A production-grade Streaming Feature Pipeline + Real-time ML Inference system for CTR (Click-Through Rate) prediction. Built with Python, Docker Compose, Redpanda (Kafka-compatible), Redis, Postgres, FastAPI, Prometheus, and Grafana.
┌─────────────────┐
│ Producer │
│ (synthetic │
│ clickstream) │
└────────┬────────┘
│ events.raw
▼
┌──────────────┐ ┌──────────────────────────────────────────────┐ ┌─────────────────┐
│ Redpanda │◄───│ Stream Processor │───►│ Redis │
│ (Kafka API) │ │ • Deduplication (Redis) │ │ • Online store │
└──────┬───────┘ │ • Rolling windows (sorted sets) │ │ • Dedup store │
│ │ • Feature computation │ └────────┬────────┘
│ │ • Bayesian CTR smoothing │ │
│ └──────────────────────────────────────────────┘ │
│ │ │ │
│ │ features.online │ INSERT │
│ ▼ ▼ │
│ ┌──────────────┐ ┌──────────────┐ │
│ │ Postgres │ │ Inference │◄───────────┘
│ │ (offline) │ │ (FastAPI) │ GET features
│ └──────┬───────┘ └──────┬───────┘
│ │ │
│ │ │ POST /predict
│ │ ▼
│ │ ┌──────────────┐
│ │ │ Clients │
│ ▼ └──────────────┘
│ ┌──────────────┐
│ │ Trainer │
│ │ (offline LR) │
│ └──────────────┘
│
│ Prometheus scrapes
▼
┌──────────────┐ ┌──────────────┐
│ Prometheus │─────►│ Grafana │
└──────────────┘ └──────────────┘
event_id(UUID)event_type:"impression"or"click"ts(epoch milliseconds)user_id,item_id,session_iddevice,country
timestamp,user_id,item_id,session_idfeatures: dict of numeric features
| Feature | Description | Window |
|---|---|---|
| user_impressions_1m | User impression count | 1 min |
| user_clicks_1m | User click count | 1 min |
| user_ctr_10m | Bayesian CTR: (clicks+1)/(impressions+11) | 10 min |
| item_impressions_10m | Item impression count | 10 min |
| item_clicks_10m | Item click count | 10 min |
| item_ctr_1h | Bayesian CTR | 1 hour |
| time_since_last_click_user | Seconds since user's last click | - |
| session_events_5m | Session event count | 5 min |
| hour_of_day | 0–23 | - |
| day_of_week | 0–6 | - |
- Docker & Docker Compose
- Git
cd streaming-ml-platform
docker compose up --buildThis starts:
- Redpanda (Kafka) on 9092
- Postgres on 5432
- Redis on 6379
- Producer (continuous synthetic events)
- Processor (stream processing)
- Inference (FastAPI) on 8000
- Prometheus on 9090
- Grafana on 3000
Allow ~60 seconds for all services to become healthy.
Health check:
curl http://localhost:8000/healthPredict (CTR probability):
curl -X POST http://localhost:8000/predict \
-H "Content-Type: application/json" \
-d '{"user_id": "u0", "item_id": "i0"}'Example response:
{
"probability": 0.05,
"model_version": "1.0.0",
"cold_start": false
}Prometheus metrics:
curl http://localhost:8000/metricsThe trainer builds a logistic regression model from Postgres events and saves it to models/model.pkl.

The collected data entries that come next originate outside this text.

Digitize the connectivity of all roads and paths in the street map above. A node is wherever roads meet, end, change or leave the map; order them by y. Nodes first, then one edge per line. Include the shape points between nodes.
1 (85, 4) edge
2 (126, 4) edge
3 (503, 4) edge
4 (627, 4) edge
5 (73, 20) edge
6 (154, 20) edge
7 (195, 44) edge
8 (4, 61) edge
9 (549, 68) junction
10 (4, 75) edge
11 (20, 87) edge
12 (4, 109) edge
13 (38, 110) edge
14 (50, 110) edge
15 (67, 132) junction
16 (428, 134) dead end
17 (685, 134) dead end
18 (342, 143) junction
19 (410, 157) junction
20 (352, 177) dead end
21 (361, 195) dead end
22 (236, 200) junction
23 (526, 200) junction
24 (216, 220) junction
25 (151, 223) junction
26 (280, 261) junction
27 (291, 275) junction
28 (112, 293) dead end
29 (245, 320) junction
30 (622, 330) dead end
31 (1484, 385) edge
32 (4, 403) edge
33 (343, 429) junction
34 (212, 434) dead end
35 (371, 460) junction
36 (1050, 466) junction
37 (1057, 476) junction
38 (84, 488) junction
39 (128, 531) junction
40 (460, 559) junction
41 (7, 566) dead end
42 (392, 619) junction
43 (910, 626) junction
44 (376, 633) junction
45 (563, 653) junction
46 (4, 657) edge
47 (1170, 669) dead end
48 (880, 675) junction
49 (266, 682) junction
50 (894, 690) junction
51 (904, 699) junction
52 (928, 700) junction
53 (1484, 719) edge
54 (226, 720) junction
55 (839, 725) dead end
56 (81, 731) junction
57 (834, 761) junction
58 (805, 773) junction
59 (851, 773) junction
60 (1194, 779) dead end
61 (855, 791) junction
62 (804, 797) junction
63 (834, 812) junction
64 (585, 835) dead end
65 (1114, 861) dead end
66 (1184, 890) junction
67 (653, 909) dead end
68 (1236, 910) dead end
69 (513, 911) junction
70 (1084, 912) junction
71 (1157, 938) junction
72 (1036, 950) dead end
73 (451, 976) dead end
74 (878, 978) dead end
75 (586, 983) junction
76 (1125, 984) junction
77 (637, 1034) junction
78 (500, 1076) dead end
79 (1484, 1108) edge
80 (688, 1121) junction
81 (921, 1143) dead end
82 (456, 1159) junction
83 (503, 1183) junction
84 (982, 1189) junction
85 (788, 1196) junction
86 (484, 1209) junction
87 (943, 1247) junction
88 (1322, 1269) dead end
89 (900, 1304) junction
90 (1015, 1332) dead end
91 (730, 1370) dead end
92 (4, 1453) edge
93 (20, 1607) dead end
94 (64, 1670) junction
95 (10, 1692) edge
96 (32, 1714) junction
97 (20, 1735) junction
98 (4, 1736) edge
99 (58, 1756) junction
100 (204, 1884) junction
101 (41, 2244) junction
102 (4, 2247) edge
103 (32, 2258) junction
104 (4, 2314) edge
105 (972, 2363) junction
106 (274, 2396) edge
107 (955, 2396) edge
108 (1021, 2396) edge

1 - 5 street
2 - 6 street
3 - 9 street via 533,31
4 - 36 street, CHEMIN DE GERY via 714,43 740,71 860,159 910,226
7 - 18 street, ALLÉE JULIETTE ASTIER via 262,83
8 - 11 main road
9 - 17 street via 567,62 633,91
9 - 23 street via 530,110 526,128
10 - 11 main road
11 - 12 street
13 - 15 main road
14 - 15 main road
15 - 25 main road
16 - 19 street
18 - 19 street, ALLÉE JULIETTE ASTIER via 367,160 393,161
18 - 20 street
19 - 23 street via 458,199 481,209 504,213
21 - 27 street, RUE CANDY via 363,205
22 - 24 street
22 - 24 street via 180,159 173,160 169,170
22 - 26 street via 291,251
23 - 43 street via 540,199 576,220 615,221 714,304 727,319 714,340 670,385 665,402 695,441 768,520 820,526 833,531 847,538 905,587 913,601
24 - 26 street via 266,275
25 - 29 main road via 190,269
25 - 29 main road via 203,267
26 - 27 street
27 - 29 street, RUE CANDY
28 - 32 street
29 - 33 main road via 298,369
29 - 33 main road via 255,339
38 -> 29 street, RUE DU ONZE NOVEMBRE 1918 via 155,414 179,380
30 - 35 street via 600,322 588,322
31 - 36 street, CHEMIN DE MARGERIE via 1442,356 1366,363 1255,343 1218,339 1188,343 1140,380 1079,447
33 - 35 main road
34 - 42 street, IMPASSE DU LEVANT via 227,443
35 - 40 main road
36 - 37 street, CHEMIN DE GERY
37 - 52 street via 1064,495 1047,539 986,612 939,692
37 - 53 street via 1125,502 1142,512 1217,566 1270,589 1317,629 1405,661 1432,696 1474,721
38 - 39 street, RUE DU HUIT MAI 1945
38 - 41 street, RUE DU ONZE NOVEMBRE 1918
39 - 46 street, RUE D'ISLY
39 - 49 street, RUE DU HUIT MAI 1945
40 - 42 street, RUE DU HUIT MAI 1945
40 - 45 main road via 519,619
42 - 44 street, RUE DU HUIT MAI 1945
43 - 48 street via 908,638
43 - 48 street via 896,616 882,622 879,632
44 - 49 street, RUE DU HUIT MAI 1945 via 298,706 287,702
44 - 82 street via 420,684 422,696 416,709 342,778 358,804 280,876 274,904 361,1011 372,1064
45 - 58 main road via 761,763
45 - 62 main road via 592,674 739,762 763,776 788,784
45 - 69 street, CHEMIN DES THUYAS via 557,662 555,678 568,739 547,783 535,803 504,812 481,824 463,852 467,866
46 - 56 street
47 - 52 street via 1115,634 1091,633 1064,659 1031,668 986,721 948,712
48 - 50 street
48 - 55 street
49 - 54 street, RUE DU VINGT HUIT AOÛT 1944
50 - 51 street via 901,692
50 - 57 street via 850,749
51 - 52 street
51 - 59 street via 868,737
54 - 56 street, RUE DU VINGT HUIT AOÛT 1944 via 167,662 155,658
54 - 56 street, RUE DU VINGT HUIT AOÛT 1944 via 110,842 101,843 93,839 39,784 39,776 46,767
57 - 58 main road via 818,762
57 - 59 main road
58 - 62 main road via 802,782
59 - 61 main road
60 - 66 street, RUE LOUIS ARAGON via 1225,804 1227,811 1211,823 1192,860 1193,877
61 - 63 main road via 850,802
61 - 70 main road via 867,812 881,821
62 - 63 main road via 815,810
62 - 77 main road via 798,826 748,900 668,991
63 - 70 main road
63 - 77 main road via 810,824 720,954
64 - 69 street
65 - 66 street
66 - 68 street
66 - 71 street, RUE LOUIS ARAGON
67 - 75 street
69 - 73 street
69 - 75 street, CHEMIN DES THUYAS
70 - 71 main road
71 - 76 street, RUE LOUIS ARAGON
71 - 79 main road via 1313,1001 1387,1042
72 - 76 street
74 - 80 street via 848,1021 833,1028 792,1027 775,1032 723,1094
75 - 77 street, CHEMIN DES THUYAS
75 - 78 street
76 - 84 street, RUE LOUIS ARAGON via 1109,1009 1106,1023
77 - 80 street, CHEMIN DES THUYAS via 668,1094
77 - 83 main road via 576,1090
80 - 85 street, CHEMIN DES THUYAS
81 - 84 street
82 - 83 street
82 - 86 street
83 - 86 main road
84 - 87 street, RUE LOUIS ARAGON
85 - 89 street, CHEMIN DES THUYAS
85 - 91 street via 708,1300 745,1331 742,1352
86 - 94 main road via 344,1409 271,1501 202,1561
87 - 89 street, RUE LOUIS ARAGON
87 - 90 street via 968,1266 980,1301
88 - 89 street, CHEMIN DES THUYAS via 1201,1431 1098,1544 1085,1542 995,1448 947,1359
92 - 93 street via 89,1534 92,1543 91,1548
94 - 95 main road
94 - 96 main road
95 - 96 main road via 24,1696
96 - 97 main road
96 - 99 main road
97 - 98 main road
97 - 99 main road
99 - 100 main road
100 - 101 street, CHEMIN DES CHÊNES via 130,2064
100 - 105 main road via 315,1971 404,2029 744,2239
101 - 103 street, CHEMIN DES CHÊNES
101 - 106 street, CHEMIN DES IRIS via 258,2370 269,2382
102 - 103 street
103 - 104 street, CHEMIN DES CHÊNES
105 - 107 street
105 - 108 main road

# Ensure producer and processor have run for a while to populate Postgres
# Then run trainer with the "training" profile:
docker compose --profile training run --rm trainerTo train on a specific time range:
docker compose --profile training run --rm -e TRAIN_START_TS=1738454400000 -e TRAIN_END_TS=1738540800000 trainerThe model and metrics are written to models/. Restart the inference service to pick up the new model:
docker compose restart inference- Open http://localhost:3000
- Login:
admin/admin - Navigate to Dashboards → ML Platform Overview
The dashboard shows:
- Inference request latency (p95)
- Stream processor throughput
- Inference request rate
- Deduplication skips
-
Event rate: Configure via
EVENTS_PER_SEC(default: 5)EVENTS_PER_SEC=50 docker compose up --build
-
Producer: Generates non-uniform user/item distributions for meaningful features
-
Processor: Deduplication and rolling windows use Redis; Postgres receives raw events
-
Inference: Fetches features from Redis; returns baseline (0.05) on cold start
For load testing the inference endpoint:
# Install hey or use Apache Bench
hey -n 1000 -c 10 -m POST -d '{"user_id":"u0","item_id":"i0"}' \
-H "Content-Type: application/json" http://localhost:8000/predictLinux/macOS:
chmod +x scripts/smoke_test.sh
./scripts/smoke_test.shWindows PowerShell:
.\scripts\smoke_test.ps1The smoke test waits for inference to be healthy, allows events to flow, then calls /predict and verifies the probability is between 0 and 1.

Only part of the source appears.